The new operation will be equipped with a dedicated solar generation system, as well as other technology, which PPC believes will help enable it to supply the lowest-carbon cement in the country.
“South Africa’s changing cement market dynamic urgently requires modern and cost-efficient assets and environmentally conscious producers,” says PPC CEO Matias Cardarelli.
“With this new and most advanced energy and environmentally efficient plant in the country, we will be able to supply our customers with lower-carbon cement at a more competitive cost.
“It represents a major step in the sustainability of our business moving forward, and will play a key role in achieving PPC’s commitment to reduce its carbon emissions and to deliver value to shareholders.

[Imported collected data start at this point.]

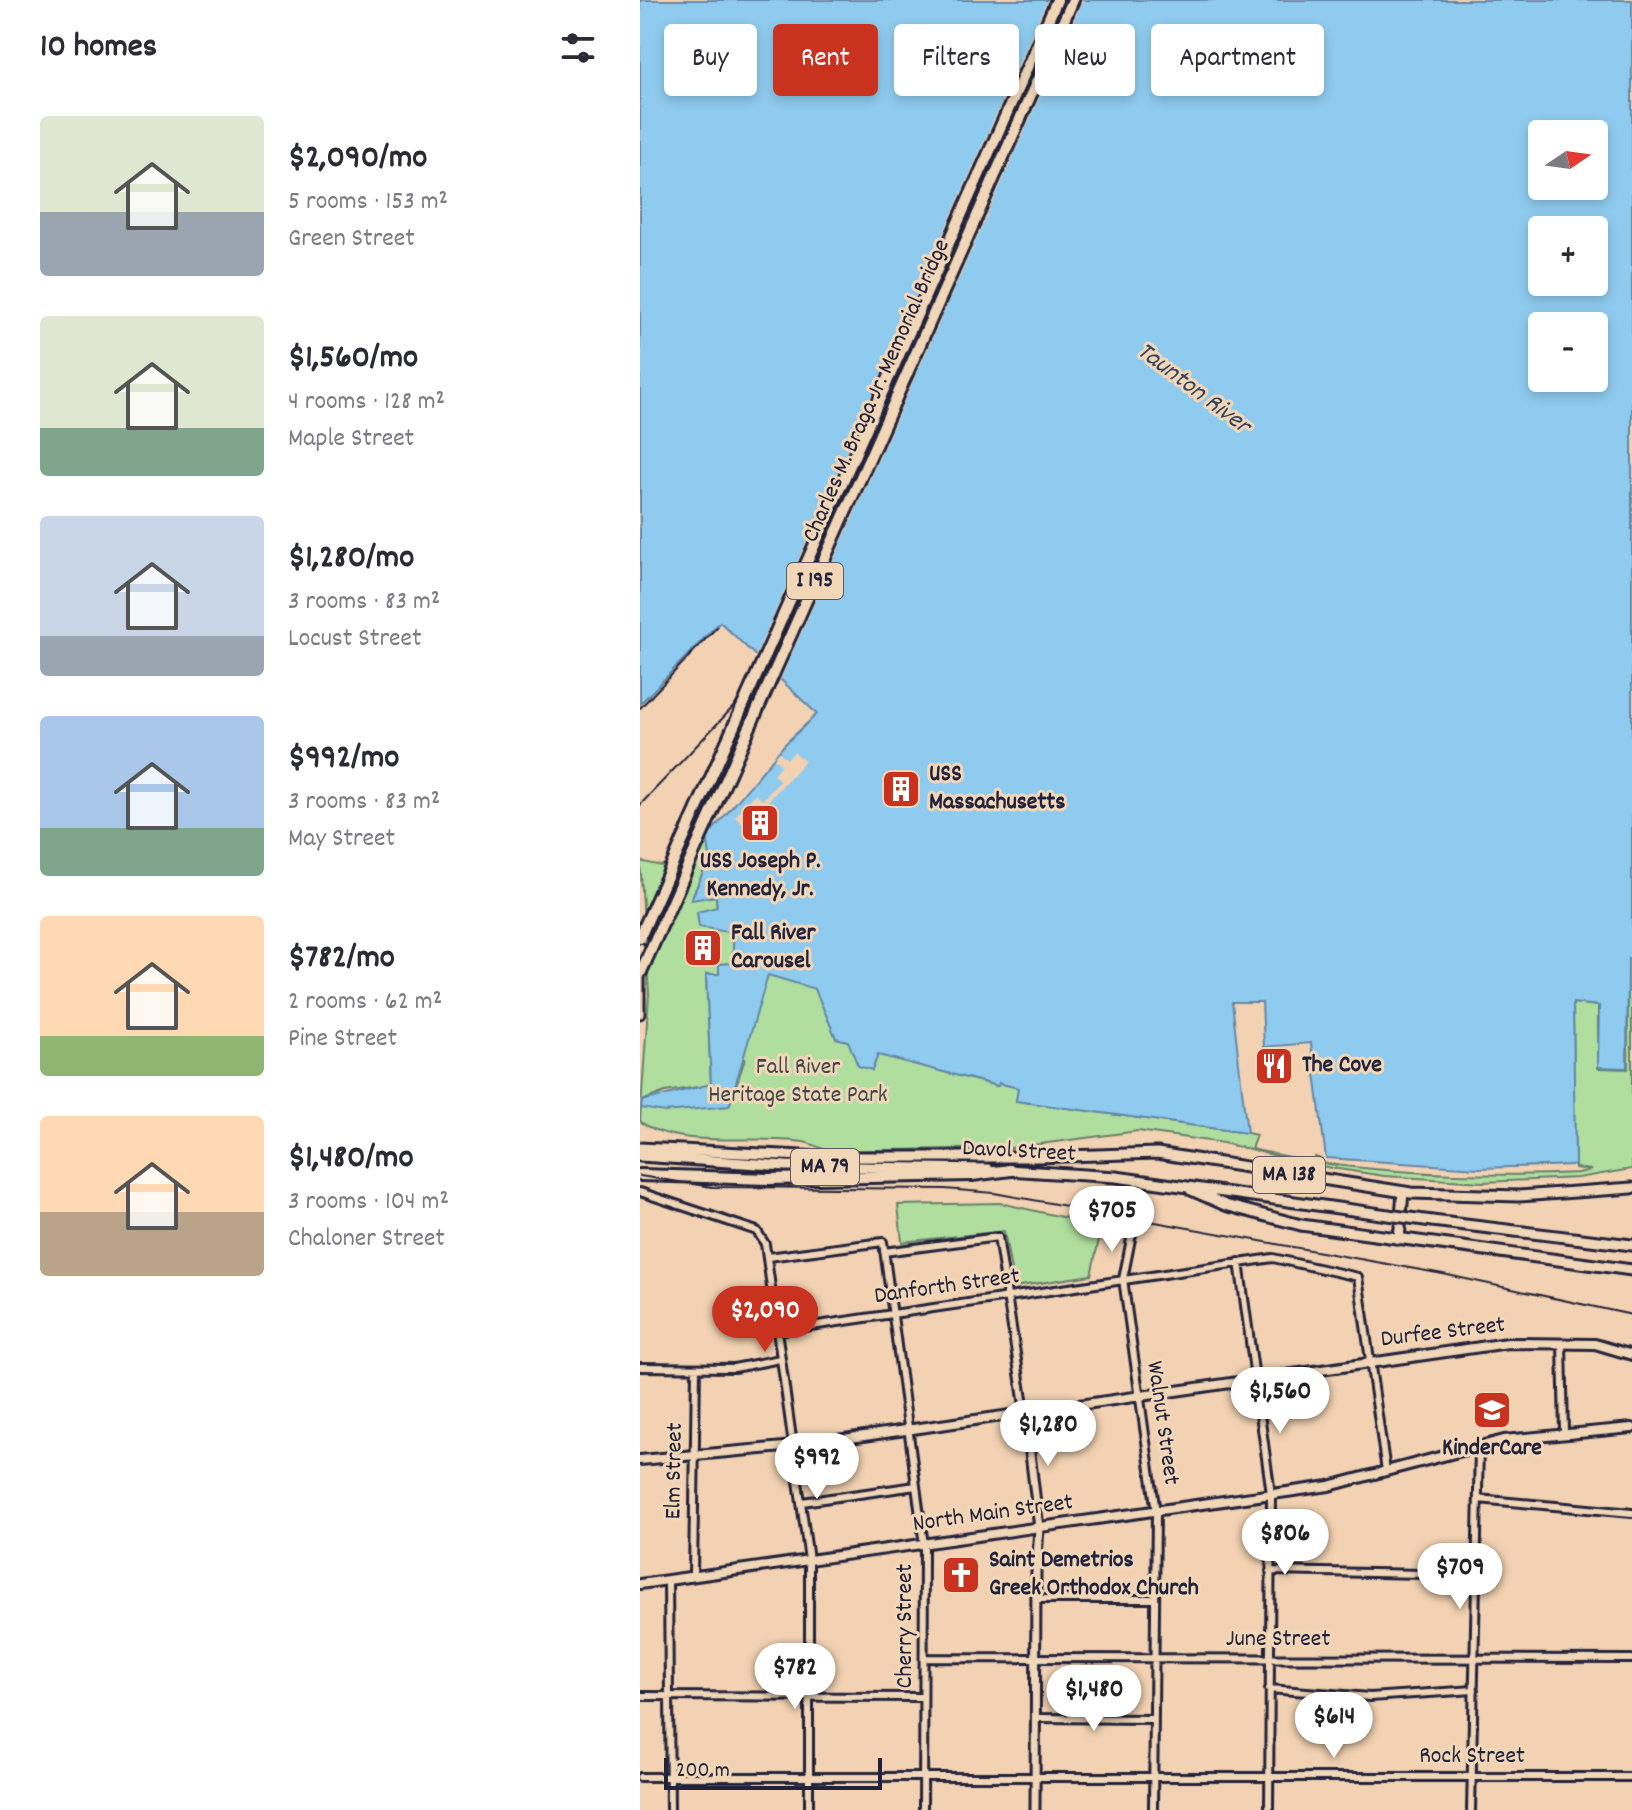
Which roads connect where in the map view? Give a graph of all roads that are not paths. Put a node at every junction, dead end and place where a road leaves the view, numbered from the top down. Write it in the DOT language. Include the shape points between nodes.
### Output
graph roads {
  1 [pos="1057,0"];
  2 [pos="1073,0"];
  3 [pos="640,937"];
  4 [pos="640,947"];
  5 [pos="640,974"];
  6 [pos="641,1001"];
  7 [pos="640,1014"];
  8 [pos="640,1148"];
  9 [pos="640,1156"];
  10 [pos="947,1158"];
  11 [pos="1011,1170"];
  12 [pos="640,1175"];
  13 [pos="1181,1186"];
  14 [pos="1632,1188"];
  15 [pos="640,1192"];
  16 [pos="1403,1192"];
  17 [pos="1132,1234"];
  18 [pos="1399,1239"];
  19 [pos="1632,1245"];
  20 [pos="884,1252"];
  21 [pos="768,1257"];
  22 [pos="1239,1262"];
  23 [pos="1632,1270"];
  24 [pos="1123,1279"];
  25 [pos="1007,1296"];
  26 [pos="892,1312"];
  27 [pos="777,1331"];
  28 [pos="1562,1344"];
  29 [pos="1632,1355"];
  30 [pos="780,1359"];
  31 [pos="1370,1362"];
  32 [pos="640,1367"];
  33 [pos="696,1368"];
  34 [pos="1257,1379"];
  35 [pos="1140,1396"];
  36 [pos="1025,1412"];
  37 [pos="1632,1428"];
  38 [pos="908,1429"];
  39 [pos="1564,1432"];
  40 [pos="794,1446"];
  41 [pos="1479,1446"];
  42 [pos="693,1457"];
  43 [pos="640,1460"];
  44 [pos="1386,1471"];
  45 [pos="916,1486"];
  46 [pos="1271,1494"];
  47 [pos="1478,1499"];
  48 [pos="802,1502"];
  49 [pos="1156,1512"];
  50 [pos="1632,1513"];
  51 [pos="1039,1528"];
  52 [pos="924,1545"];
  53 [pos="809,1560"];
  54 [pos="1270,1571"];
  55 [pos="693,1575"];
  56 [pos="1476,1575"];
  57 [pos="668,1581"];
  58 [pos="640,1584"];
  59 [pos="1036,1599"];
  60 [pos="1153,1599"];
  61 [pos="1036,1657"];
  62 [pos="924,1658"];
  63 [pos="1153,1658"];
  64 [pos="1475,1658"];
  65 [pos="1269,1659"];
  66 [pos="1632,1659"];
  67 [pos="1269,1689"];
  68 [pos="1474,1690"];
  69 [pos="640,1696"];
  70 [pos="809,1696"];
  71 [pos="923,1697"];
  72 [pos="668,1698"];
  73 [pos="1035,1718"];
  74 [pos="1154,1719"];
  75 [pos="923,1775"];
  76 [pos="1036,1775"];
  77 [pos="1269,1775"];
  78 [pos="1472,1775"];
  79 [pos="1153,1776"];
  80 [pos="640,1777"];
  81 [pos="670,1777"];
  82 [pos="809,1777"];
  83 [pos="1632,1777"];
  84 [pos="670,1810"];
  85 [pos="809,1810"];
  86 [pos="923,1810"];
  87 [pos="1035,1810"];
  88 [pos="1153,1810"];
  89 [pos="1269,1810"];
  90 [pos="1471,1810"];
  1 -- 3 [label="highway, Charles M. Braga Jr. Memorial Bridge / I 195, bridge"];
  2 -- 5 [label="highway, Charles M. Braga Jr. Memorial Bridge / I 195, bridge"];
  4 -- 6 [label="street"];
  6 -- 7 [label="street"];
  8 -- 10 [label="highway, Davol Street / MA 79"];
  9 -- 11 [label="highway, Davol Street / MA 79" via="786,1166"];
  10 -- 16 [label="highway, Davol Street / MA 138" via="1171,1154"];
  11 -- 12 [label="highway" via="795,1178"];
  11 -- 13 [label="highway, Davol Street"];
  13 -- 18 [label="highway" via="1280,1220"];
  13 -- 19 [label="highway, Davol Street, bridge"];
  14 -- 16 [label="highway, Davol Street / MA 138" via="1519,1196"];
  15 -- 21 [label="street" via="757,1231"];
  16 -- 18 [label="highway"];
  17 -- 24 [label="street, Walnut Street"];
  18 -- 23 [label="highway"];
  20 -- 21 [label="street" via="883,1242"];
  20 -- 25 [label="street" via="998,1238"];
  20 -- 26 [label="street, Cherry Street"];
  21 -- 27 [label="street"];
  22 -- 24 [label="street, Danforth Street"];
  22 -- 31 [label="street, Danforth Street" via="1273,1258 1358,1277"];
  22 -- 34 [label="street"];
  24 -- 25 [label="street, Danforth Street"];
  24 -- 35 [label="street, Walnut Street"];
  25 -- 26 [label="street, Danforth Street"];
  25 -- 36 [label="street"];
  26 -- 27 [label="street, Danforth Street"];
  26 -- 38 [label="street, Cherry Street"];
  27 -- 30 [label="street"];
  28 -- 29 [label="main road, Durfee Street" via="1595,1344"];
  28 -- 31 [label="main road, Durfee Street" via="1508,1343"];
  28 -- 39 [label="street"];
  30 -- 33 [label="street" via="734,1368"];
  30 -- 40 [label="street"];
  31 -- 34 [label="main road, Durfee Street"];
  31 -- 44 [label="street"];
  32 -- 33 [label="street"];
  33 -- 42 [label="street, Elm Street"];
  34 -- 35 [label="main road, Durfee Street"];
  34 -- 46 [label="street"];
  35 -- 36 [label="main road, Durfee Street"];
  35 -- 49 [label="street, Walnut Street"];
  36 -- 38 [label="main road, Durfee Street"];
  36 -- 51 [label="street"];
  37 -- 39 [label="main road, North Main Street"];
  38 -- 40 [label="main road, Durfee Street"];
  38 -- 45 [label="street, Cherry Street"];
  39 -- 41 [label="main road, North Main Street"];
  40 -- 42 [label="main road, Durfee Street"];
  40 -- 48 [label="street"];
  41 -- 44 [label="main road, North Main Street"];
  41 -- 47 [label="street"];
  42 -- 43 [label="main road, Durfee Street"];
  42 -- 55 [label="street, Elm Street"];
  44 -- 46 [label="main road, North Main Street"];
  45 -- 48 [label="street"];
  45 -- 52 [label="street, Cherry Street"];
  46 -- 49 [label="main road, North Main Street"];
  46 -- 54 [label="street"];
  47 -- 50 [label="street"];
  47 -- 56 [label="street"];
  48 -- 53 [label="street"];
  49 -- 51 [label="main road, North Main Street"];
  49 -- 60 [label="street, Walnut Street"];
  51 -- 52 [label="main road, North Main Street"];
  51 -- 59 [label="street"];
  52 -- 53 [label="main road, North Main Street"];
  52 -- 62 [label="street, Cherry Street"];
  53 -- 55 [label="main road, North Main Street"];
  53 -- 70 [label="street"];
  54 -- 56 [label="street"];
  54 -- 65 [label="street"];
  55 -- 57 [label="main road, North Main Street"];
  56 -- 64 [label="street"];
  57 -- 58 [label="main road, North Main Street"];
  57 -- 72 [label="street"];
  59 -- 60 [label="street"];
  59 -- 61 [label="street"];
  60 -- 63 [label="street, Walnut Street"];
  61 -- 62 [label="street, June Street"];
  61 -- 63 [label="street, June Street"];
  61 -- 73 [label="street"];
  62 -- 71 [label="street, Cherry Street"];
  63 -- 65 [label="street, June Street"];
  63 -- 74 [label="street, Walnut Street"];
  64 -- 65 [label="street, June Street"];
  64 -- 66 [label="street, June Street"];
  64 -- 68 [label="street"];
  65 -- 67 [label="street"];
  67 -- 68 [label="street" via="1370,1697"];
  67 -- 77 [label="street"];
  68 -- 78 [label="street"];
  69 -- 72 [label="street"];
  70 -- 71 [label="street"];
  70 -- 72 [label="street"];
  70 -- 82 [label="street"];
  71 -- 75 [label="street, Cherry Street"];
  72 -- 81 [label="street"];
  73 -- 74 [label="street"];
  73 -- 76 [label="street"];
  74 -- 79 [label="street, Walnut Street"];
  75 -- 76 [label="street, Rock Street"];
  75 -- 82 [label="street, Rock Street"];
  75 -- 86 [label="street, Cherry Street"];
  76 -- 79 [label="street, Rock Street"];
  76 -- 87 [label="street"];
  77 -- 78 [label="street, Rock Street"];
  77 -- 79 [label="street, Rock Street"];
  77 -- 89 [label="street"];
  78 -- 83 [label="street, Rock Street"];
  78 -- 90 [label="street"];
  79 -- 88 [label="street, Walnut Street"];
  80 -- 81 [label="street, Rock Street"];
  81 -- 82 [label="street, Rock Street"];
  81 -- 84 [label="street"];
  82 -- 85 [label="street"];
}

“By substituting existing capacity with a more efficient, environmentally friendly and larger plant, we are securing PPC’s competitiveness in a key market, by delivering to our customers the best value proposition in the region,” adds Cardarelli.
“At the heart of our ‘Awaken the Giant’ turnaround strategy is the active pursuit of strategic opportunities and projects to ensure that we are successful in a more competitive future market context.”
PPC says the feasibility studies for the plant have already reached an advanced stage, and the parties will spend the next three months finalising the scope and final assessment of the new operation, as well as the associated turn-key engineering, procurement and construction agreements.
As the company will utilise an existing site, all mining rights and environmental approvals remain in place.
Subject to the PPC board’s approval, it is anticipated that construction will start in the second quarter of this year, and that the plant will be commissioned by the end of next year.
PPC’s existing plants in the Western Cape will continue to operate during the construction and commissioning process.
PPC says the project’s funding structure is still being finalised, but believes that the project can be funded from debt facilities, assisted by the cash generated from existing operations during construction.
Also of assistance will be a milestone payment structure as agreed with Sinoma.